# Information shown:
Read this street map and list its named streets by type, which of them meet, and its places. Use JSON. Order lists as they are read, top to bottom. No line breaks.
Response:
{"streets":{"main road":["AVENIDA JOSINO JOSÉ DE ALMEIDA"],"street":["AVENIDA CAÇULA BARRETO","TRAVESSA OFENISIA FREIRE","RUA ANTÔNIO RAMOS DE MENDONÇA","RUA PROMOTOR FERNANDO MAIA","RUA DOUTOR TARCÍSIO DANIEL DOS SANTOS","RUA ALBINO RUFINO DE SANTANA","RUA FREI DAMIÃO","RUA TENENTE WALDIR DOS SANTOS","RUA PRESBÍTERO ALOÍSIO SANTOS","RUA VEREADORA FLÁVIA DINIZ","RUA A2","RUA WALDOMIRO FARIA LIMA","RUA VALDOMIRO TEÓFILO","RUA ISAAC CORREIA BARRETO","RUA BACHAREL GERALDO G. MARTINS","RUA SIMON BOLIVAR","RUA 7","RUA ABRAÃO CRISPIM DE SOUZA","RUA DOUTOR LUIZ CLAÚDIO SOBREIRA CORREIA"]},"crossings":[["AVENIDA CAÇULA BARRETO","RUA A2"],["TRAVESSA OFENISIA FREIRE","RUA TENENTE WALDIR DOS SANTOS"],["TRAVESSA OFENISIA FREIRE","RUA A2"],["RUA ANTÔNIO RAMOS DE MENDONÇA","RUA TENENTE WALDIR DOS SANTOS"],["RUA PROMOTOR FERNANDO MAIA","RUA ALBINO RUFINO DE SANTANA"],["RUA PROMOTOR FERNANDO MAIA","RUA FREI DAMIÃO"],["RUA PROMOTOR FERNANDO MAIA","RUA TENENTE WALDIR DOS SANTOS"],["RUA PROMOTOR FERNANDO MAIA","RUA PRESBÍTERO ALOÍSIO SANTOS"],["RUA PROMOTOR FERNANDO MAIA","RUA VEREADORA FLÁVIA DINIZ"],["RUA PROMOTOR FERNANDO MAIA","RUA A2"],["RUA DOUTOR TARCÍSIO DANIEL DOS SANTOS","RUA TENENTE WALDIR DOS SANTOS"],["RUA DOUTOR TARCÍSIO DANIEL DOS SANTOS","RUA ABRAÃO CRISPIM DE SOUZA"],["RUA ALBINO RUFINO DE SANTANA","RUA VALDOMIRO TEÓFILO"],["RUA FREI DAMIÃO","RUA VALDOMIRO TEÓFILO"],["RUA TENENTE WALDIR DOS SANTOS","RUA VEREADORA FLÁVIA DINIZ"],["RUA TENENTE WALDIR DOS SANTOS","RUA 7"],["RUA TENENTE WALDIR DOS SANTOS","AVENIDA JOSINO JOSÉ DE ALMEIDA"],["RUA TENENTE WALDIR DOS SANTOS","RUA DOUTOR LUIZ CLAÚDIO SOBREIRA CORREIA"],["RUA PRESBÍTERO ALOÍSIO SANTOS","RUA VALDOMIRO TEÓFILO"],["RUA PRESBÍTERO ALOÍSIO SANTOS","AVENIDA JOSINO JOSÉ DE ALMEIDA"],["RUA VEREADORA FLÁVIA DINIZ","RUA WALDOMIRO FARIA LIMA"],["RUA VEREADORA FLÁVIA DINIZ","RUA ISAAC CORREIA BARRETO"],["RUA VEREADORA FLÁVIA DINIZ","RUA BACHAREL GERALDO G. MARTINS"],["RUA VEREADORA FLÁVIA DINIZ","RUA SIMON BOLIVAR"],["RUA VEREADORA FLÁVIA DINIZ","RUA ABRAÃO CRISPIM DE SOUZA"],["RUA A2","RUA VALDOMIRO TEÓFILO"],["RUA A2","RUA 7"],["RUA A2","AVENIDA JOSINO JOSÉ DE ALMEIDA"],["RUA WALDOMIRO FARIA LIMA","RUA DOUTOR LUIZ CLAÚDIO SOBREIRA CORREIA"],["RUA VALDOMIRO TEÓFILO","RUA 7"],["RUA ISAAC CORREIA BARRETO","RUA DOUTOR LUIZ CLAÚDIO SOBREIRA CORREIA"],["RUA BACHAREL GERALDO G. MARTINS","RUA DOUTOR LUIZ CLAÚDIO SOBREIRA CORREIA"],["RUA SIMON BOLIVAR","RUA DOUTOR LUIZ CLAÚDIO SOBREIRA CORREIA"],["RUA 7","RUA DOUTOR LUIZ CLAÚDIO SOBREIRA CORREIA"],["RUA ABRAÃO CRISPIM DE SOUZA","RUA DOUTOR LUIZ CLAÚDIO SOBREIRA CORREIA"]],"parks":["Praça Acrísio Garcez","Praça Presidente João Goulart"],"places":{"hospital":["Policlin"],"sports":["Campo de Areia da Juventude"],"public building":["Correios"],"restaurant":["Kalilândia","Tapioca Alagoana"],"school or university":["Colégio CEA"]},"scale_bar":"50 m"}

# What the exercise asks:
Transcribe all of the material without omitting a line.

# Completed task:
Read this street map and list its named streets by type, which of them meet, and its places. Use JSON. Order lists as they are read, top to bottom. No line breaks.
Response:
{"streets":{"main road":["AVENIDA JOSINO JOSÉ DE ALMEIDA"],"street":["AVENIDA CAÇULA BARRETO","TRAVESSA OFENISIA FREIRE","RUA ANTÔNIO RAMOS DE MENDONÇA","RUA PROMOTOR FERNANDO MAIA","RUA DOUTOR TARCÍSIO DANIEL DOS SANTOS","RUA ALBINO RUFINO DE SANTANA","RUA FREI DAMIÃO","RUA TENENTE WALDIR DOS SANTOS","RUA PRESBÍTERO ALOÍSIO SANTOS","RUA VEREADORA FLÁVIA DINIZ","RUA A2","RUA WALDOMIRO FARIA LIMA","RUA VALDOMIRO TEÓFILO","RUA ISAAC CORREIA BARRETO","RUA BACHAREL GERALDO G. MARTINS","RUA SIMON BOLIVAR","RUA 7","RUA ABRAÃO CRISPIM DE SOUZA","RUA DOUTOR LUIZ CLAÚDIO SOBREIRA CORREIA"]},"crossings":[["AVENIDA CAÇULA BARRETO","RUA A2"],["TRAVESSA OFENISIA FREIRE","RUA TENENTE WALDIR DOS SANTOS"],["TRAVESSA OFENISIA FREIRE","RUA A2"],["RUA ANTÔNIO RAMOS DE MENDONÇA","RUA TENENTE WALDIR DOS SANTOS"],["RUA PROMOTOR FERNANDO MAIA","RUA ALBINO RUFINO DE SANTANA"],["RUA PROMOTOR FERNANDO MAIA","RUA FREI DAMIÃO"],["RUA PROMOTOR FERNANDO MAIA","RUA TENENTE WALDIR DOS SANTOS"],["RUA PROMOTOR FERNANDO MAIA","RUA PRESBÍTERO ALOÍSIO SANTOS"],["RUA PROMOTOR FERNANDO MAIA","RUA VEREADORA FLÁVIA DINIZ"],["RUA PROMOTOR FERNANDO MAIA","RUA A2"],["RUA DOUTOR TARCÍSIO DANIEL DOS SANTOS","RUA TENENTE WALDIR DOS SANTOS"],["RUA DOUTOR TARCÍSIO DANIEL DOS SANTOS","RUA ABRAÃO CRISPIM DE SOUZA"],["RUA ALBINO RUFINO DE SANTANA","RUA VALDOMIRO TEÓFILO"],["RUA FREI DAMIÃO","RUA VALDOMIRO TEÓFILO"],["RUA TENENTE WALDIR DOS SANTOS","RUA VEREADORA FLÁVIA DINIZ"],["RUA TENENTE WALDIR DOS SANTOS","RUA 7"],["RUA TENENTE WALDIR DOS SANTOS","AVENIDA JOSINO JOSÉ DE ALMEIDA"],["RUA TENENTE WALDIR DOS SANTOS","RUA DOUTOR LUIZ CLAÚDIO SOBREIRA CORREIA"],["RUA PRESBÍTERO ALOÍSIO SANTOS","RUA VALDOMIRO TEÓFILO"],["RUA PRESBÍTERO ALOÍSIO SANTOS","AVENIDA JOSINO JOSÉ DE ALMEIDA"],["RUA VEREADORA FLÁVIA DINIZ","RUA WALDOMIRO FARIA LIMA"],["RUA VEREADORA FLÁVIA DINIZ","RUA ISAAC CORREIA BARRETO"],["RUA VEREADORA FLÁVIA DINIZ","RUA BACHAREL GERALDO G. MARTINS"],["RUA VEREADORA FLÁVIA DINIZ","RUA SIMON BOLIVAR"],["RUA VEREADORA FLÁVIA DINIZ","RUA ABRAÃO CRISPIM DE SOUZA"],["RUA A2","RUA VALDOMIRO TEÓFILO"],["RUA A2","RUA 7"],["RUA A2","AVENIDA JOSINO JOSÉ DE ALMEIDA"],["RUA WALDOMIRO FARIA LIMA","RUA DOUTOR LUIZ CLAÚDIO SOBREIRA CORREIA"],["RUA VALDOMIRO TEÓFILO","RUA 7"],["RUA ISAAC CORREIA BARRETO","RUA DOUTOR LUIZ CLAÚDIO SOBREIRA CORREIA"],["RUA BACHAREL GERALDO G. MARTINS","RUA DOUTOR LUIZ CLAÚDIO SOBREIRA CORREIA"],["RUA SIMON BOLIVAR","RUA DOUTOR LUIZ CLAÚDIO SOBREIRA CORREIA"],["RUA 7","RUA DOUTOR LUIZ CLAÚDIO SOBREIRA CORREIA"],["RUA ABRAÃO CRISPIM DE SOUZA","RUA DOUTOR LUIZ CLAÚDIO SOBREIRA CORREIA"]],"parks":["Praça Acrísio Garcez","Praça Presidente João Goulart"],"places":{"hospital":["Policlin"],"sports":["Campo de Areia da Juventude"],"public building":["Correios"],"restaurant":["Kalilândia","Tapioca Alagoana"],"school or university":["Colégio CEA"]},"scale_bar":"50 m"}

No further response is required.